Segment Start: RECORDS FOR THE EXERCISE

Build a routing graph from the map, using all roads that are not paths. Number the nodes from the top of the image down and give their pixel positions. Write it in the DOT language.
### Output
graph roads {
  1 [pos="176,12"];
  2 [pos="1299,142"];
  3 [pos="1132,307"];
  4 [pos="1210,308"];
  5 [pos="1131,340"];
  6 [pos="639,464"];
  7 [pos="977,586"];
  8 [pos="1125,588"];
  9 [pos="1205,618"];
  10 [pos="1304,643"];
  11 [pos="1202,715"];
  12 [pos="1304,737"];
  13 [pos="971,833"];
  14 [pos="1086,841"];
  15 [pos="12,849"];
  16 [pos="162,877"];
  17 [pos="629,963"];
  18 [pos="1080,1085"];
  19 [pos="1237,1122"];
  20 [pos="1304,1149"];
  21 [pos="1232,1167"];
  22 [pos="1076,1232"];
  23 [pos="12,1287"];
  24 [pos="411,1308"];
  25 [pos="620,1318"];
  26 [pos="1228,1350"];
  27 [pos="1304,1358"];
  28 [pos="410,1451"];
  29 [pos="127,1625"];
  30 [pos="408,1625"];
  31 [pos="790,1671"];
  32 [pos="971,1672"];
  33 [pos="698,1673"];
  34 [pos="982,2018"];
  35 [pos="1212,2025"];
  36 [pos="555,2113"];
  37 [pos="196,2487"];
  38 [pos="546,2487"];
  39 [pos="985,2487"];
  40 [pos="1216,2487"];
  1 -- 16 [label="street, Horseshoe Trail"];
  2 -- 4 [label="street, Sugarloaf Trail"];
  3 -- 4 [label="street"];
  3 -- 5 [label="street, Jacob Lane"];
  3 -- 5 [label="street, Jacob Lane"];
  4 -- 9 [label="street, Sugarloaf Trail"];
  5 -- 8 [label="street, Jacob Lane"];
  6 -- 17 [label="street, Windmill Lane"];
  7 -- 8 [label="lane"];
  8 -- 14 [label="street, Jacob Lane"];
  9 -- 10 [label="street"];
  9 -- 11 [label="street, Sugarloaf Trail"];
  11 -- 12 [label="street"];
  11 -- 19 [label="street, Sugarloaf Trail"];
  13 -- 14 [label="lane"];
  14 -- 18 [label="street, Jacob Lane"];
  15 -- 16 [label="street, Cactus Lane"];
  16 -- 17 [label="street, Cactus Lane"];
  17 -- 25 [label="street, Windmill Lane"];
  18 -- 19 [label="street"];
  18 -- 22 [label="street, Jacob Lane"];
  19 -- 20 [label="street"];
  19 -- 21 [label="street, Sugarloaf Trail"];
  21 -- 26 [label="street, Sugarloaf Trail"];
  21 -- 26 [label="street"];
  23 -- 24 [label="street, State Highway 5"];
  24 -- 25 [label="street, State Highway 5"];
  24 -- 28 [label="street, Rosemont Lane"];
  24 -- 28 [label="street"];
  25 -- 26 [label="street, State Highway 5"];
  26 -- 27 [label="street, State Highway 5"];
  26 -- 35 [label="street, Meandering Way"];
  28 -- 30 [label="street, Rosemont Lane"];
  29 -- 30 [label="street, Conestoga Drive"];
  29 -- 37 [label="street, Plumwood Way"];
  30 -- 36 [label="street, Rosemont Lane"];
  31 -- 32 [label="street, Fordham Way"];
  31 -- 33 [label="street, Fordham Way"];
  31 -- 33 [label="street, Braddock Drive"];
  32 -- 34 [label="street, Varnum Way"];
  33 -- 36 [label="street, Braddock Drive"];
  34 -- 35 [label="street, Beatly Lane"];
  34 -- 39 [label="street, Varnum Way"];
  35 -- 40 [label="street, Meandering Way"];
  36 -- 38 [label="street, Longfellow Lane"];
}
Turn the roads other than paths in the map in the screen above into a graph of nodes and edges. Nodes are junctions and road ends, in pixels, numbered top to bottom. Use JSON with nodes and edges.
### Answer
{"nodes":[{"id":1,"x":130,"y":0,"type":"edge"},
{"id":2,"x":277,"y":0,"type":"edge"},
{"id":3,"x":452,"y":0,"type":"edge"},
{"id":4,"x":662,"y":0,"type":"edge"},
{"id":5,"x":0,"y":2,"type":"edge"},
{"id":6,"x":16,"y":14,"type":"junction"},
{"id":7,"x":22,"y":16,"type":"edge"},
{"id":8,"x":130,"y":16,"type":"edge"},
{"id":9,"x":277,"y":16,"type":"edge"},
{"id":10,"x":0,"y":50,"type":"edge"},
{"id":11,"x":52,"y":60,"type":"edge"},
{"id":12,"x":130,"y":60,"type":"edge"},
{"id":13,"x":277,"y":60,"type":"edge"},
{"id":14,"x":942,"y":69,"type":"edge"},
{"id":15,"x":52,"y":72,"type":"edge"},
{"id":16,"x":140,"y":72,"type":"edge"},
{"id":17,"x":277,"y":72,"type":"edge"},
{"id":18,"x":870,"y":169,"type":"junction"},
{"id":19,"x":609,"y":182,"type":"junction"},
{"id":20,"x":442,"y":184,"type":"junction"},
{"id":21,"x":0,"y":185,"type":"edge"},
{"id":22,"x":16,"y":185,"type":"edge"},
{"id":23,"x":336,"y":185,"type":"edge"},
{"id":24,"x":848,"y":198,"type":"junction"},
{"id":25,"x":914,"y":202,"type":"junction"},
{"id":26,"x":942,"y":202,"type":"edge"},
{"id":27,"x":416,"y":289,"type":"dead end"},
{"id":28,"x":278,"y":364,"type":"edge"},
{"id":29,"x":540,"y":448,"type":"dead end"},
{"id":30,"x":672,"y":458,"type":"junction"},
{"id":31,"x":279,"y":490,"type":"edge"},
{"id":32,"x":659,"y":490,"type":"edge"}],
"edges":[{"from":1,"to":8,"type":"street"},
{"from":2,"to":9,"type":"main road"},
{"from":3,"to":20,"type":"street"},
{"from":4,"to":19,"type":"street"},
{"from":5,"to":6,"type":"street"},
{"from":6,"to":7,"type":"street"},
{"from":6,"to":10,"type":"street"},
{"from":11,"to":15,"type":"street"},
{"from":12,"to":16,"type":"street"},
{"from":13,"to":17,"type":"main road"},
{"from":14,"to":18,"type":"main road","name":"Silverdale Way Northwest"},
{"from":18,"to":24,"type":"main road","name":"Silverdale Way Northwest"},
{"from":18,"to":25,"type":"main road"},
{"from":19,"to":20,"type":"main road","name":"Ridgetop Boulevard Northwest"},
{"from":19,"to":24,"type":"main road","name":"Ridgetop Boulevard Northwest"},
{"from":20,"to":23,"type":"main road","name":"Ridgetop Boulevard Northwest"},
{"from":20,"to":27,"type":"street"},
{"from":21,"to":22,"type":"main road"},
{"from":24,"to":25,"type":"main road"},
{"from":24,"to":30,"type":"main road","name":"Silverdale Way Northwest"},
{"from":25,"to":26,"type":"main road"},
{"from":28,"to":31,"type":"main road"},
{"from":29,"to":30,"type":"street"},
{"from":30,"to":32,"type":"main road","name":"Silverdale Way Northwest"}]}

Segment End: RECORDS FOR THE EXERCISE

EXERCISE AIM =
An exact copy of the listing above is what is wanted.

RESULT =
Build a routing graph from the map, using all roads that are not paths. Number the nodes from the top of the image down and give their pixel positions. Write it in the DOT language.
### Output
graph roads {
  1 [pos="176,12"];
  2 [pos="1299,142"];
  3 [pos="1132,307"];
  4 [pos="1210,308"];
  5 [pos="1131,340"];
  6 [pos="639,464"];
  7 [pos="977,586"];
  8 [pos="1125,588"];
  9 [pos="1205,618"];
  10 [pos="1304,643"];
  11 [pos="1202,715"];
  12 [pos="1304,737"];
  13 [pos="971,833"];
  14 [pos="1086,841"];
  15 [pos="12,849"];
  16 [pos="162,877"];
  17 [pos="629,963"];
  18 [pos="1080,1085"];
  19 [pos="1237,1122"];
  20 [pos="1304,1149"];
  21 [pos="1232,1167"];
  22 [pos="1076,1232"];
  23 [pos="12,1287"];
  24 [pos="411,1308"];
  25 [pos="620,1318"];
  26 [pos="1228,1350"];
  27 [pos="1304,1358"];
  28 [pos="410,1451"];
  29 [pos="127,1625"];
  30 [pos="408,1625"];
  31 [pos="790,1671"];
  32 [pos="971,1672"];
  33 [pos="698,1673"];
  34 [pos="982,2018"];
  35 [pos="1212,2025"];
  36 [pos="555,2113"];
  37 [pos="196,2487"];
  38 [pos="546,2487"];
  39 [pos="985,2487"];
  40 [pos="1216,2487"];
  1 -- 16 [label="street, Horseshoe Trail"];
  2 -- 4 [label="street, Sugarloaf Trail"];
  3 -- 4 [label="street"];
  3 -- 5 [label="street, Jacob Lane"];
  3 -- 5 [label="street, Jacob Lane"];
  4 -- 9 [label="street, Sugarloaf Trail"];
  5 -- 8 [label="street, Jacob Lane"];
  6 -- 17 [label="street, Windmill Lane"];
  7 -- 8 [label="lane"];
  8 -- 14 [label="street, Jacob Lane"];
  9 -- 10 [label="street"];
  9 -- 11 [label="street, Sugarloaf Trail"];
  11 -- 12 [label="street"];
  11 -- 19 [label="street, Sugarloaf Trail"];
  13 -- 14 [label="lane"];
  14 -- 18 [label="street, Jacob Lane"];
  15 -- 16 [label="street, Cactus Lane"];
  16 -- 17 [label="street, Cactus Lane"];
  17 -- 25 [label="street, Windmill Lane"];
  18 -- 19 [label="street"];
  18 -- 22 [label="street, Jacob Lane"];
  19 -- 20 [label="street"];
  19 -- 21 [label="street, Sugarloaf Trail"];
  21 -- 26 [label="street, Sugarloaf Trail"];
  21 -- 26 [label="street"];
  23 -- 24 [label="street, State Highway 5"];
  24 -- 25 [label="street, State Highway 5"];
  24 -- 28 [label="street, Rosemont Lane"];
  24 -- 28 [label="street"];
  25 -- 26 [label="street, State Highway 5"];
  26 -- 27 [label="street, State Highway 5"];
  26 -- 35 [label="street, Meandering Way"];
  28 -- 30 [label="street, Rosemont Lane"];
  29 -- 30 [label="street, Conestoga Drive"];
  29 -- 37 [label="street, Plumwood Way"];
  30 -- 36 [label="street, Rosemont Lane"];
  31 -- 32 [label="street, Fordham Way"];
  31 -- 33 [label="street, Fordham Way"];
  31 -- 33 [label="street, Braddock Drive"];
  32 -- 34 [label="street, Varnum Way"];
  33 -- 36 [label="street, Braddock Drive"];
  34 -- 35 [label="street, Beatly Lane"];
  34 -- 39 [label="street, Varnum Way"];
  35 -- 40 [label="street, Meandering Way"];
  36 -- 38 [label="street, Longfellow Lane"];
}
Turn the roads other than paths in the map in the screen above into a graph of nodes and edges. Nodes are junctions and road ends, in pixels, numbered top to bottom. Use JSON with nodes and edges.
### Answer
{"nodes":[{"id":1,"x":130,"y":0,"type":"edge"},
{"id":2,"x":277,"y":0,"type":"edge"},
{"id":3,"x":452,"y":0,"type":"edge"},
{"id":4,"x":662,"y":0,"type":"edge"},
{"id":5,"x":0,"y":2,"type":"edge"},
{"id":6,"x":16,"y":14,"type":"junction"},
{"id":7,"x":22,"y":16,"type":"edge"},
{"id":8,"x":130,"y":16,"type":"edge"},
{"id":9,"x":277,"y":16,"type":"edge"},
{"id":10,"x":0,"y":50,"type":"edge"},
{"id":11,"x":52,"y":60,"type":"edge"},
{"id":12,"x":130,"y":60,"type":"edge"},
{"id":13,"x":277,"y":60,"type":"edge"},
{"id":14,"x":942,"y":69,"type":"edge"},
{"id":15,"x":52,"y":72,"type":"edge"},
{"id":16,"x":140,"y":72,"type":"edge"},
{"id":17,"x":277,"y":72,"type":"edge"},
{"id":18,"x":870,"y":169,"type":"junction"},
{"id":19,"x":609,"y":182,"type":"junction"},
{"id":20,"x":442,"y":184,"type":"junction"},
{"id":21,"x":0,"y":185,"type":"edge"},
{"id":22,"x":16,"y":185,"type":"edge"},
{"id":23,"x":336,"y":185,"type":"edge"},
{"id":24,"x":848,"y":198,"type":"junction"},
{"id":25,"x":914,"y":202,"type":"junction"},
{"id":26,"x":942,"y":202,"type":"edge"},
{"id":27,"x":416,"y":289,"type":"dead end"},
{"id":28,"x":278,"y":364,"type":"edge"},
{"id":29,"x":540,"y":448,"type":"dead end"},
{"id":30,"x":672,"y":458,"type":"junction"},
{"id":31,"x":279,"y":490,"type":"edge"},
{"id":32,"x":659,"y":490,"type":"edge"}],
"edges":[{"from":1,"to":8,"type":"street"},
{"from":2,"to":9,"type":"main road"},
{"from":3,"to":20,"type":"street"},
{"from":4,"to":19,"type":"street"},
{"from":5,"to":6,"type":"street"},
{"from":6,"to":7,"type":"street"},
{"from":6,"to":10,"type":"street"},
{"from":11,"to":15,"type":"street"},
{"from":12,"to":16,"type":"street"},
{"from":13,"to":17,"type":"main road"},
{"from":14,"to":18,"type":"main road","name":"Silverdale Way Northwest"},
{"from":18,"to":24,"type":"main road","name":"Silverdale Way Northwest"},
{"from":18,"to":25,"type":"main road"},
{"from":19,"to":20,"type":"main road","name":"Ridgetop Boulevard Northwest"},
{"from":19,"to":24,"type":"main road","name":"Ridgetop Boulevard Northwest"},
{"from":20,"to":23,"type":"main road","name":"Ridgetop Boulevard Northwest"},
{"from":20,"to":27,"type":"street"},
{"from":21,"to":22,"type":"main road"},
{"from":24,"to":25,"type":"main road"},
{"from":24,"to":30,"type":"main road","name":"Silverdale Way Northwest"},
{"from":25,"to":26,"type":"main road"},
{"from":28,"to":31,"type":"main road"},
{"from":29,"to":30,"type":"street"},
{"from":30,"to":32,"type":"main road","name":"Silverdale Way Northwest"}]}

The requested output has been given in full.